Later I hear my bedroom door open, and Mama comes in. She sits on the edge of my bed. “Annemarie, what’s the matter?”

Right now I don’t trust my voice to speak. I just shake my head. She doesn’t move, so finally I say, “Nothing. It’s nothing. Just leave me alone.” Tears drip down my cheeks, and I wipe them away with the back of my hand.

Mama smoothes the hair away from my forehead. “Shug, tell me what’s wrong.” Her breath is warm and sweet, and I start to relax against her fingertips.

She keeps smoothing my hair, and finally I feel brave enough to whisper, “Mama, he doesn’t want me. Mark doesn’t want me.”

Her hand stops moving. “Then he’s a fool. You are really somethin’, Annemarie. You are extraordinary, and if Mark Findley can’t see that, well, then he’s a young fool.”

I roll away from her and stare at the crack in my wall. “I hate it when you say that.”

“When I say what?”

“When you say that I’m extraordinary.”

“Why? It’s God’s honest truth.”

For a moment I don’t say anything. Then I finally say, “You just think I’m special because I’m your daughter. It’s because you think you’re special. You don’t see me. You just see yourself.”

She says nothing for a moment, and then, sharply, “Look at me.”

I don’t move.

“Annemarie, I said look at me.” Her tone doesn’t leave room for argument.

Heaving a great sigh, I turn and look at her. My mother’s face is grave, and I see that I’ve hurt her. For once I’m the one doing the hurting, and I’d thought that was Daddy’s job.

“Is that what you think?”

I shrug.

“You have been special your entire life. You were born that way. They put you in my arms, and you were already your own person, and I knew it. I knew you were somethin’ special.” Her gaze is soft on me for a moment, then it turns back to hard emerald, and I wonder if I imagined it. “Shug, if you can’t see your own worth, you sure as hell can’t expect someone else to.”

“I know what I’m worth.”

“No, I’m not sure you do.” She pauses. “People are gonna disappoint you sometimes. We’re flawed creatures. Not one of us is perfect, not even you, and you’ve gotta let people mess up and then you’ve gotta forgive them. That’s just life.”

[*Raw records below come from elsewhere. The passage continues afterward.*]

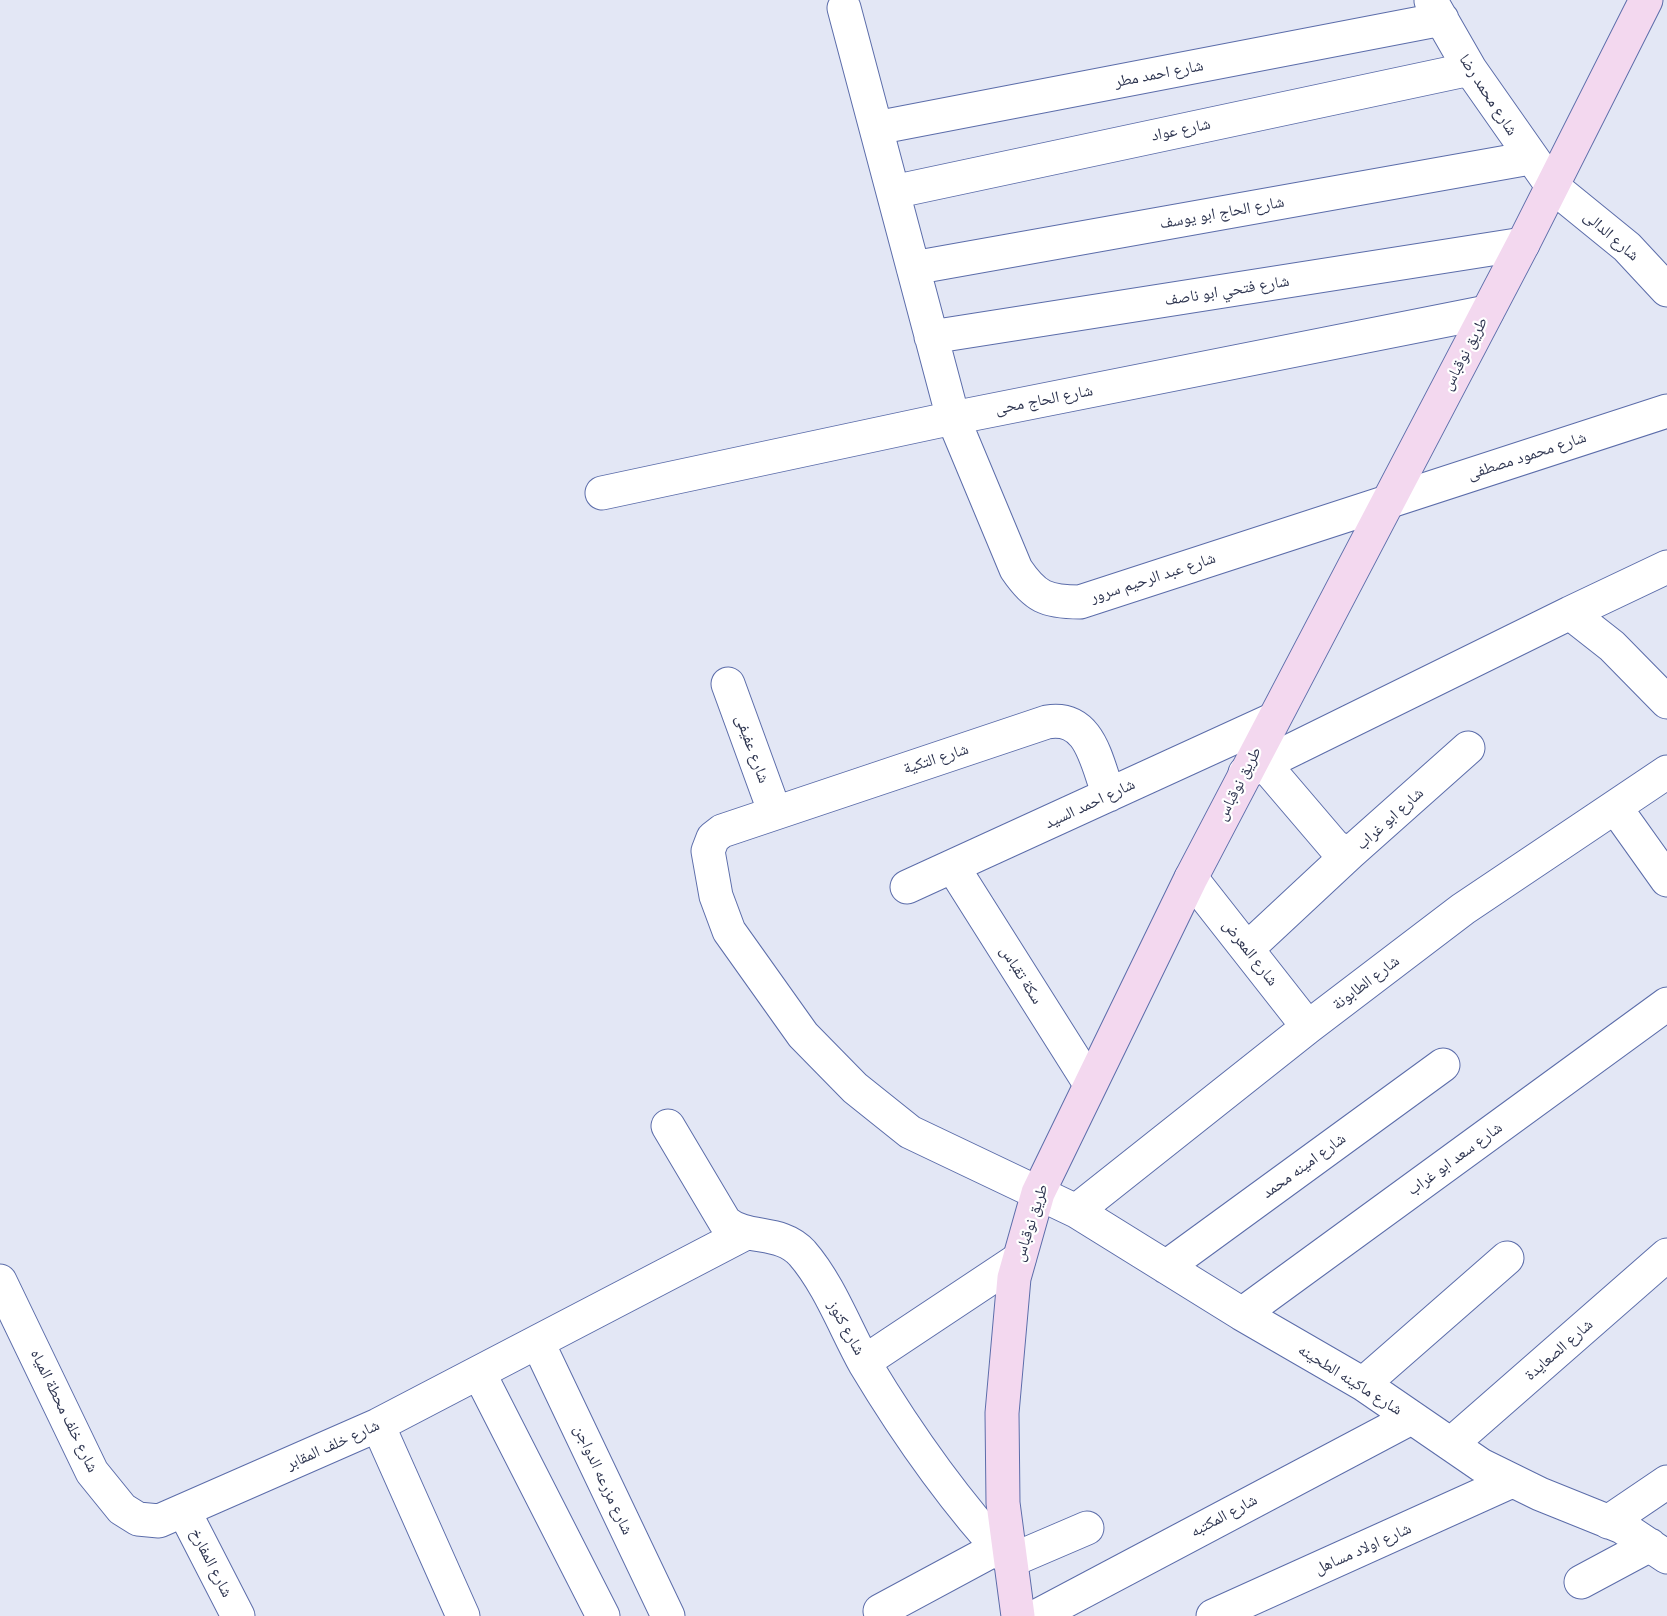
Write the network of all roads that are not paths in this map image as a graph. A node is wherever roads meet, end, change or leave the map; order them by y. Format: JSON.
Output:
{"nodes":[{"id":1,"x":1646,"y":0,"type":"edge"},
{"id":2,"x":844,"y":8,"type":"dead end"},
{"id":3,"x":1436,"y":10,"type":"edge"},
{"id":4,"x":1470,"y":69,"type":"junction"},
{"id":5,"x":876,"y":128,"type":"junction"},
{"id":6,"x":1530,"y":158,"type":"junction"},
{"id":7,"x":1552,"y":186,"type":"junction"},
{"id":8,"x":892,"y":192,"type":"junction"},
{"id":9,"x":1523,"y":244,"type":"junction"},
{"id":10,"x":913,"y":268,"type":"junction"},
{"id":11,"x":1667,"y":290,"type":"edge"},
{"id":12,"x":1487,"y":312,"type":"junction"},
{"id":13,"x":931,"y":338,"type":"junction"},
{"id":14,"x":1667,"y":411,"type":"edge"},
{"id":15,"x":953,"y":418,"type":"junction"},
{"id":16,"x":602,"y":493,"type":"dead end"},
{"id":17,"x":1387,"y":501,"type":"junction"},
{"id":18,"x":1667,"y":567,"type":"edge"},
{"id":19,"x":1570,"y":613,"type":"junction"},
{"id":20,"x":728,"y":684,"type":"dead end"},
{"id":21,"x":1667,"y":702,"type":"edge"},
{"id":22,"x":1272,"y":720,"type":"junction"},
{"id":23,"x":1468,"y":748,"type":"dead end"},
{"id":24,"x":1255,"y":769,"type":"junction"},
{"id":25,"x":1667,"y":771,"type":"edge"},
{"id":26,"x":1109,"y":795,"type":"junction"},
{"id":27,"x":1615,"y":807,"type":"junction"},
{"id":28,"x":775,"y":813,"type":"junction"},
{"id":29,"x":722,"y":831,"type":"joint"},
{"id":30,"x":1350,"y":853,"type":"junction"},
{"id":31,"x":953,"y":867,"type":"junction"},
{"id":32,"x":1191,"y":878,"type":"junction"},
{"id":33,"x":1667,"y":880,"type":"edge"},
{"id":34,"x":907,"y":887,"type":"dead end"},
{"id":35,"x":1247,"y":949,"type":"junction"},
{"id":36,"x":1667,"y":1004,"type":"edge"},
{"id":37,"x":1308,"y":1027,"type":"junction"},
{"id":38,"x":1443,"y":1065,"type":"dead end"},
{"id":39,"x":1090,"y":1084,"type":"junction"},
{"id":40,"x":668,"y":1126,"type":"dead end"},
{"id":41,"x":1038,"y":1193,"type":"junction"},
{"id":42,"x":1076,"y":1211,"type":"junction"},
{"id":43,"x":746,"y":1233,"type":"junction"},
{"id":44,"x":1667,"y":1255,"type":"edge"},
{"id":45,"x":1507,"y":1258,"type":"dead end"},
{"id":46,"x":1019,"y":1259,"type":"junction"},
{"id":47,"x":1166,"y":1267,"type":"junction"},
{"id":48,"x":0,"y":1281,"type":"edge"},
{"id":49,"x":1242,"y":1314,"type":"junction"},
{"id":50,"x":538,"y":1343,"type":"junction"},
{"id":51,"x":864,"y":1362,"type":"junction"},
{"id":52,"x":479,"y":1373,"type":"junction"},
{"id":53,"x":1363,"y":1384,"type":"junction"},
{"id":54,"x":1411,"y":1418,"type":"junction"},
{"id":55,"x":378,"y":1425,"type":"junction"},
{"id":56,"x":1451,"y":1444,"type":"junction"},
{"id":57,"x":1512,"y":1481,"type":"junction"},
{"id":58,"x":1667,"y":1482,"type":"edge"},
{"id":59,"x":184,"y":1510,"type":"junction"},
{"id":60,"x":1608,"y":1521,"type":"junction"},
{"id":61,"x":1087,"y":1528,"type":"dead end"},
{"id":62,"x":1659,"y":1551,"type":"edge"},
{"id":63,"x":1004,"y":1554,"type":"junction"},
{"id":64,"x":1581,"y":1582,"type":"dead end"},
{"id":65,"x":880,"y":1611,"type":"dead end"},
{"id":66,"x":238,"y":1616,"type":"edge"},
{"id":67,"x":463,"y":1616,"type":"edge"},
{"id":68,"x":603,"y":1616,"type":"edge"},
{"id":69,"x":668,"y":1616,"type":"edge"},
{"id":70,"x":1018,"y":1616,"type":"edge"},
{"id":71,"x":1037,"y":1616,"type":"edge"},
{"id":72,"x":1213,"y":1616,"type":"edge"}],
"edges":[{"from":1,"to":7,"type":"street","name":"طريق نوقباس"},
{"from":2,"to":5,"type":"street"},
{"from":3,"to":4,"type":"street","name":"شارع محمد رضا"},
{"from":3,"to":5,"type":"street","name":"شارع احمد مطر"},
{"from":4,"to":6,"type":"street","name":"شارع محمد رضا"},
{"from":4,"to":8,"type":"street","name":"شارع عواد"},
{"from":5,"to":8,"type":"street"},
{"from":6,"to":7,"type":"street","name":"شارع محمد رضا"},
{"from":6,"to":10,"type":"street","name":"شارع الحاج ابو يوسف"},
{"from":7,"to":9,"type":"street","name":"طريق نوقباس"},
{"from":7,"to":11,"type":"street","name":"شارع الدالى"},
{"from":8,"to":10,"type":"street"},
{"from":9,"to":12,"type":"street","name":"طريق نوقباس"},
{"from":9,"to":13,"type":"street","name":"شارع فتحي ابو ناصف"},
{"from":10,"to":13,"type":"street"},
{"from":12,"to":15,"type":"street","name":"شارع الحاج محى"},
{"from":12,"to":17,"type":"street","name":"طريق نوقباس"},
{"from":13,"to":15,"type":"street"},
{"from":14,"to":17,"type":"street","name":"شارع محمود مصطفى"},
{"from":15,"to":16,"type":"street","name":"شارع الحاج محى"},
{"from":15,"to":17,"type":"street","name":"شارع عبد الرحيم سرور"},
{"from":17,"to":22,"type":"street","name":"طريق نوقباس"},
{"from":18,"to":19,"type":"street"},
{"from":19,"to":21,"type":"street"},
{"from":19,"to":24,"type":"street"},
{"from":20,"to":28,"type":"street","name":"شارع عفيفى"},
{"from":22,"to":24,"type":"street","name":"طريق نوقباس"},
{"from":22,"to":26,"type":"street","name":"شارع احمد السيد"},
{"from":23,"to":30,"type":"street","name":"شارع ابو غراب"},
{"from":24,"to":30,"type":"street","name":"شارع ابو غراب"},
{"from":24,"to":32,"type":"street","name":"طريق نوقباس"},
{"from":25,"to":27,"type":"street","name":"شارع الطابونة"},
{"from":26,"to":28,"type":"street","name":"شارع التكية"},
{"from":26,"to":31,"type":"street","name":"شارع احمد السيد"},
{"from":27,"to":33,"type":"street"},
{"from":27,"to":37,"type":"street","name":"شارع الطابونة"},
{"from":28,"to":29,"type":"street","name":"شارع التكية"},
{"from":29,"to":41,"type":"street","name":"شارع ماكينه الطحينه"},
{"from":30,"to":35,"type":"street"},
{"from":31,"to":34,"type":"street","name":"شارع احمد السيد"},
{"from":31,"to":39,"type":"street","name":"سكة تقباس"},
{"from":32,"to":35,"type":"street","name":"شارع المعرض"},
{"from":32,"to":39,"type":"street","name":"طريق نوقباس"},
{"from":35,"to":37,"type":"street","name":"شارع المعرض"},
{"from":36,"to":49,"type":"street","name":"شارع سعد ابو غراب"},
{"from":37,"to":42,"type":"street","name":"شارع الطابونة"},
{"from":38,"to":47,"type":"street","name":"شارع امينه محمد"},
{"from":39,"to":41,"type":"street","name":"طريق نوقباس"},
{"from":40,"to":43,"type":"street","name":"شارع كنوز"},
{"from":41,"to":42,"type":"street","name":"شارع ماكينه الطحينه"},
{"from":41,"to":46,"type":"street","name":"طريق نوقباس"},
{"from":42,"to":47,"type":"street","name":"شارع ماكينه الطحينه"},
{"from":43,"to":50,"type":"street","name":"شارع خلف المقابر"},
{"from":43,"to":51,"type":"street","name":"شارع كنوز"},
{"from":44,"to":56,"type":"street","name":"شارع الصعايدة"},
{"from":45,"to":53,"type":"street"},
{"from":46,"to":51,"type":"street"},
{"from":46,"to":63,"type":"street","name":"طريق نوقباس"},
{"from":47,"to":49,"type":"street","name":"شارع ماكينه الطحينه"},
{"from":48,"to":59,"type":"street","name":"شارع خلف محطة المياه"},
{"from":49,"to":53,"type":"street","name":"شارع ماكينه الطحينه"},
{"from":50,"to":52,"type":"street","name":"شارع خلف المقابر"},
{"from":50,"to":69,"type":"street","name":"شارع مزرعه الدواجن"},
{"from":51,"to":63,"type":"street","name":"شارع كنوز"},
{"from":52,"to":55,"type":"street","name":"شارع خلف المقابر"},
{"from":52,"to":68,"type":"street"},
{"from":53,"to":54,"type":"street","name":"شارع ماكينه الطحينه"},
{"from":54,"to":56,"type":"street","name":"شارع ماكينه الطحينه"},
{"from":54,"to":71,"type":"street","name":"شارع المكتبه"},
{"from":55,"to":59,"type":"street","name":"شارع خلف المقابر"},
{"from":55,"to":67,"type":"street"},
{"from":56,"to":57,"type":"street","name":"شارع ماكينه الطحينه"},
{"from":57,"to":60,"type":"street","name":"شارع ماكينه الطحينه"},
{"from":57,"to":72,"type":"street","name":"شارع اولاد مساهل"},
{"from":58,"to":60,"type":"street"},
{"from":59,"to":66,"type":"street","name":"شارع المفارخ"},
{"from":60,"to":62,"type":"street","name":"شارع ماكينه الطحينه"},
{"from":61,"to":63,"type":"street"},
{"from":62,"to":64,"type":"street"},
{"from":63,"to":65,"type":"street"},
{"from":63,"to":70,"type":"street","name":"طريق نوقباس"}]}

“I know all about people disappointing me. You do it all the time.”

Mama flinches, and part of me is sorry, but the other part is glad. Glad that I’ve hurt her. “How do I disappoint you?” she asks. Mama looks so small, and for the first time, I feel powerful. I feel like I could hurt her some more.

“You disappoint me when you drink. You disappoint me when you drink so much you forget about Celia and me. You disappoint me when you drink so much you embarrass me in front of my friends or when you forget to pick me up places because you’re too drunk or too hungover.” Every word feels like a dart in my hand, and I hit the bull’s-eye each time.

She closes her eyes briefly, and I know her pain is real. It’s one of the realest things about her. “I’m the only mother you’ve got, so I guess we’re just gonna have to make the best of it.”

I know that this is the closest she will ever come to saying sorry, and I know that things aren’t going to change. That’s just life. My life, anyway.

“I’m sorry.” And I am. Not sorry for what I said, but sorry for why. Having my feelings hurt by Mark Findley isn’t a good enough reason for being mean on purpose.

“Hush.” Mama leans close and kisses my wet cheeks. “You were lovely tonight. There just aren’t enough words, Shug.”

Then she says what she’s said to me ever since I was a baby. “You’re my sweet Shug, my little bowl of sugar.”

Tears spring to my eyes again. I haven’t heard Mama say that in a very long time. Maybe because I haven’t been her little bowl of sugar lately. I haven’t been very sweet at all. I’d forgotten how special it made me feel whenever she said it.